Der Sterbehilfe-Verein Dignitas will in Österreich durch Urteile die Rechtslage ändern. Von Susanne Kummer
Ludwig Minelli
Foto: dpa

Der Schweizer Sterbehilfe-Verein Dignitas ist derzeit missionarisch unterwegs. Sein erklärtes Ziel: die Freigabe des assistierten Suizids durch Musterprozesse und Lobbyarbeit international durchzusetzen. Gegenüber Medien verbucht Dignitas-Gründer Ludwig Minelli (85) mehrere „Pro-Sterbehilfe-Urteile“ – etwa in Deutschland, Kanada und einigen australischen Bundesstaaten –, als eigenen Erfolg. Nun ist offenbar Österreich an der Reihe. „Wir sind bereit, derartige Verfahren zu finanzieren, denn es ist unsere Aufgabe und unser Auftrag, auch in Österreich das Licht der Freiheit anzuzünden. Das wird wohl in den nächsten zwei bis drei Jahren vonstatten gehen“, so Minelli kürzlich gegenüber der österreichischen journalistischen Recherche-Plattform Addendum.
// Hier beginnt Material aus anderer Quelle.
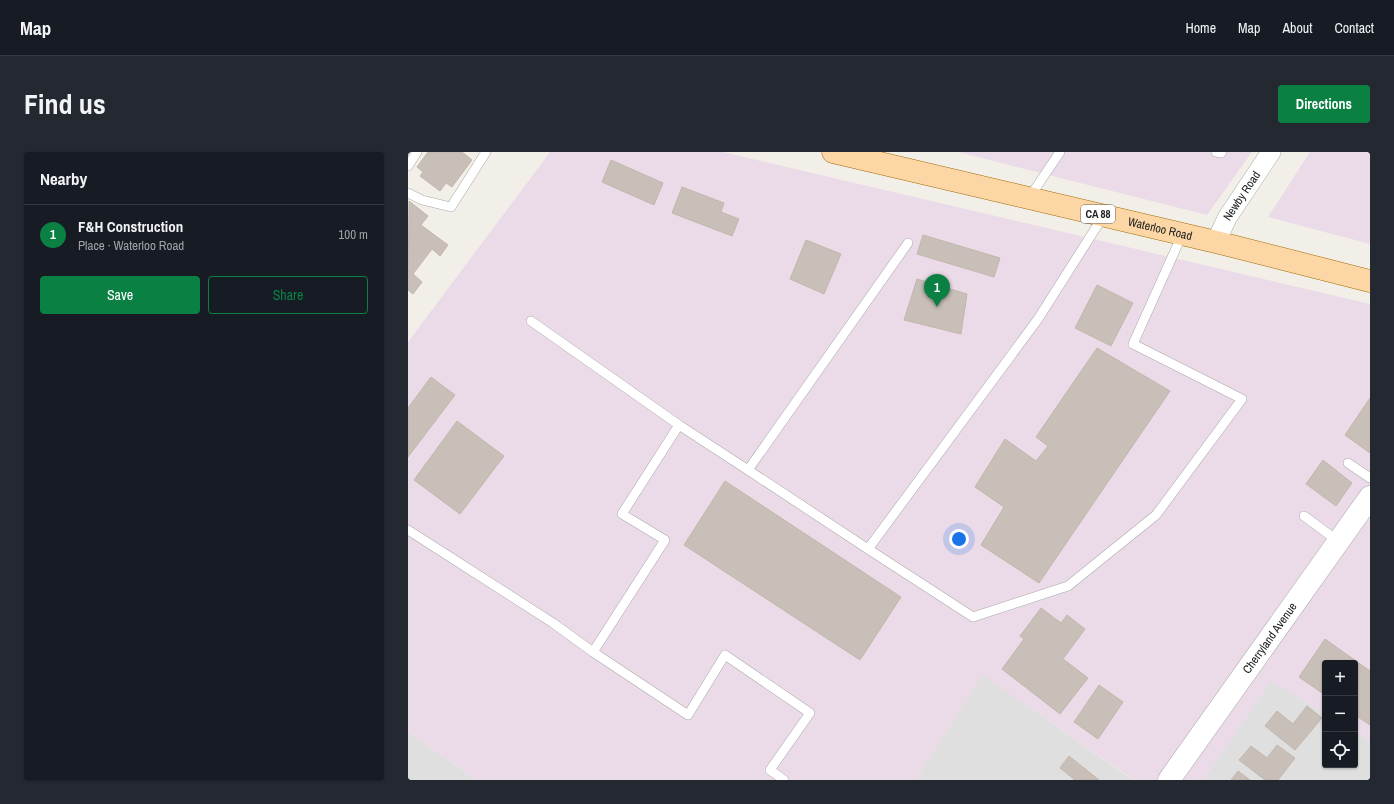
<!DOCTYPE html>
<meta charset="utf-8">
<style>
:root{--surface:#171b24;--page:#242831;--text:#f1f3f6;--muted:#9ea1a6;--line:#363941;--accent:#0b8043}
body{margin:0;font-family:"Archivo Narrow",sans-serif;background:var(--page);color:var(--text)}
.controls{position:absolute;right:12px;bottom:12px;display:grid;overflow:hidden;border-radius:4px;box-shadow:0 1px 3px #0004}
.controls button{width:36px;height:36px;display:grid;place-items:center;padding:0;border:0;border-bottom:1px solid var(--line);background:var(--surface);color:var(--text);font:20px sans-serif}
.you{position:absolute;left:551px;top:387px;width:14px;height:14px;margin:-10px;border:3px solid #fff;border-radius:50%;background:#1a73e8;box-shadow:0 0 0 6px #1a73e833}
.badge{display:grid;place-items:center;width:26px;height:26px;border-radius:50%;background:var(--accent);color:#fff;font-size:13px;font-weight:700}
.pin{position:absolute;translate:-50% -33px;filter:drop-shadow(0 1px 2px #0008)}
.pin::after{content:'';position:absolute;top:21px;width:14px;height:12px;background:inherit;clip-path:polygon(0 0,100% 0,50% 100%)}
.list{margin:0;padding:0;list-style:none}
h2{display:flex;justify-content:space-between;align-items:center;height:52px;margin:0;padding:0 16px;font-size:17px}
h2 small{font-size:13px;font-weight:400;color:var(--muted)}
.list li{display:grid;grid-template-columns:26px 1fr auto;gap:12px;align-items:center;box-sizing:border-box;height:60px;padding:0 16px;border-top:1px solid var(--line)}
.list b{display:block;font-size:15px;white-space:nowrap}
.list p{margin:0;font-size:13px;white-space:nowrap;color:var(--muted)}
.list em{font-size:13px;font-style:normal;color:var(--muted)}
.actions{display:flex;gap:8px;padding:12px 16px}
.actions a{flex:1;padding:9px 0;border:1px solid var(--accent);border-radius:4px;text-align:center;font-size:14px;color:var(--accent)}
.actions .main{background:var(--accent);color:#fff}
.icon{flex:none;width:22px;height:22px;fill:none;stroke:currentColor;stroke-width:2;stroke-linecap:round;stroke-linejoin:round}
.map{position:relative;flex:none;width:962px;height:628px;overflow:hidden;border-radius:4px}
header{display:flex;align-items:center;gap:24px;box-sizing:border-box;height:56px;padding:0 20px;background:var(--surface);border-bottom:1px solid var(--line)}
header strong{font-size:19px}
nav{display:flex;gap:22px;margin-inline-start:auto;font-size:14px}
.intro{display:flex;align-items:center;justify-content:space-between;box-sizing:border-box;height:96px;padding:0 24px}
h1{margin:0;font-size:28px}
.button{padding:10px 18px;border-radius:4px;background:var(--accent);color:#fff;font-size:14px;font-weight:700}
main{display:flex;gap:24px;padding:0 24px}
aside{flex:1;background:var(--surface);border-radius:4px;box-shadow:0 1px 3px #0004}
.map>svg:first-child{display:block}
</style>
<header>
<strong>Map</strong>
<nav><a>Home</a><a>Map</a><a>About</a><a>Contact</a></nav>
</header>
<div class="intro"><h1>Find us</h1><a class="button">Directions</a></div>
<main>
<aside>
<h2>Nearby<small></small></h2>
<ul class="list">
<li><span class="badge">1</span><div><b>F&amp;H Construction</b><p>Place · Waterloo Road</p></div><em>100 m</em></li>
</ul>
<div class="actions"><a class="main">Save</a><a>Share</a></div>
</aside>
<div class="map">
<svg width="962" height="628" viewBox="0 0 962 628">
<rect width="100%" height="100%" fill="#f2efe9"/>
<path fill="#e0dfdf" d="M575,522L719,624L726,628H507Z
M863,528L917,561V613H947V579L962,588V628H795Z
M0,579L68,628H0Z"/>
<path fill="#ebdbe8" d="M142,0H315L962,152V588L947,579V511H917V561L863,529L795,628H726L575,523L507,628H68L0,579V190Z
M550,0H844L799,63Z
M902,0H962V92L860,65Z"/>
<path fill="#c7bfb8" stroke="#c4b6ab" d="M20,0H54L64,8L44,35L38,31L32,39L12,24L15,20L9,15Z
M203,8L255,31L246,53L194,30Z
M274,35L316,51L313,60L331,67L324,84L264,61Z
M1,49L20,64L13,73L40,93L32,104L24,97L5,122L14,130L5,142L0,138Z
M515,83L592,106L586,125L509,102Z
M398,88L433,102L416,142L382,127Z
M509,127L559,142L553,182L496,168Z
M689,133L725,151L703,194L667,176Z
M689,196L762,239L631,431L573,393L596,355L567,335L597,287L628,309L640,294L628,285Z
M23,225L47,243L0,305V256Z
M962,246V301L937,283Z
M49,269L96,304L52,362L6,328Z
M915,308L944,331L928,354L898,332Z
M317,329L493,445L452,508L276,393Z
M633,456L653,471L659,463L677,477L655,507L680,526L652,562L594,517L616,487L612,484Z
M917,487L962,519V573L947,563V511H917V543L891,525Z
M691,533L715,550L690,587L666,570Z
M899,554L914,566L887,598L857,574L869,559L885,572Z
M869,593L887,606L870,628H857L831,608L843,594L859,606Z
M661,604L691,628H665L666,627L652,616Z
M830,619L842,628H823Z"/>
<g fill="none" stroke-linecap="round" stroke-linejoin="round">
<g stroke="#a9a9a9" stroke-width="10">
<path id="service" d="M808,0L813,1L814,0
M0,14L9,0
M0,41L14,48L43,55L78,0
M621,46L652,0
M500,91L340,318L460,397L630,167L696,63
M123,169L271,273
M940,311L962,326
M340,318L271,273L214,362L257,388L185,500L280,563L317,503L402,561L362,618L376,628
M896,364L930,389
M0,378L145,471L185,500
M460,397L565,465L660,434L748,363L834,247L725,192L774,83"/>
</g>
<g stroke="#a9a9a9" stroke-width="20">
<g id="minor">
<path id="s1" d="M808,90L819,66L863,0"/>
</g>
</g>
<g stroke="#a9a9a9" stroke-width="23">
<g id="tertiary">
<path id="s2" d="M761,628L962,345"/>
</g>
</g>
<g stroke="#a06b00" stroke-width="23">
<g id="primary">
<path id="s3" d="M425,0L808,90L962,129"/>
</g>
</g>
<use href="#service" stroke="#fff" stroke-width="9"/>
<use href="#minor" stroke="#fff" stroke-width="19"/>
<use href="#tertiary" stroke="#fff" stroke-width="22"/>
<use href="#primary" stroke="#fcd6a4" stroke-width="22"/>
</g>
<g text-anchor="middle" stroke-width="3.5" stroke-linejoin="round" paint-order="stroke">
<rect fill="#fff" stroke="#646464" stroke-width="1" x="673" y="53" width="34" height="18" rx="3"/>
<g font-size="11" font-weight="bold" fill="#222">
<text x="690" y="66">CA 88</text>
</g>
<g font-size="12" fill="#222" stroke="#fff">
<text dy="4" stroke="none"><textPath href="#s1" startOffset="53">Newby Road</textPath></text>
<text dy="4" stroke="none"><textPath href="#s3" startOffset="336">Waterloo Road</textPath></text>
<text dy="4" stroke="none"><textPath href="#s2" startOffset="174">Cherryland Avenue</textPath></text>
</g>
</g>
</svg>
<div class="controls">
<button>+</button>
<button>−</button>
<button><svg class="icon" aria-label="locate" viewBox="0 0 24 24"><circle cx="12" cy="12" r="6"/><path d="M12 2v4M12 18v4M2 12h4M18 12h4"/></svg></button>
</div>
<div class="you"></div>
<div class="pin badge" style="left:529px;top:155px">1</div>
</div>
</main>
In Österreich sind sowohl die Tötung auf Verlangen als auch die Beihilfe zum Selbstmord strafrechtlich verboten. „Nicht durch die Hand, sondern an der Hand eines anderen zu sterben“, lautet der breite politische Konsens, wonach es keinen ärztlichen Auftrag zur Beihilfe zum Suizid oder der Tötung auf Verlangen gibt. Stattdessen sollen Palliative Care und Hospizangebote ausgebaut werden, so das Ergebnis der 2015 abgeschlossenen parlamentarischen Enquete zur Würde am Ende des Lebens.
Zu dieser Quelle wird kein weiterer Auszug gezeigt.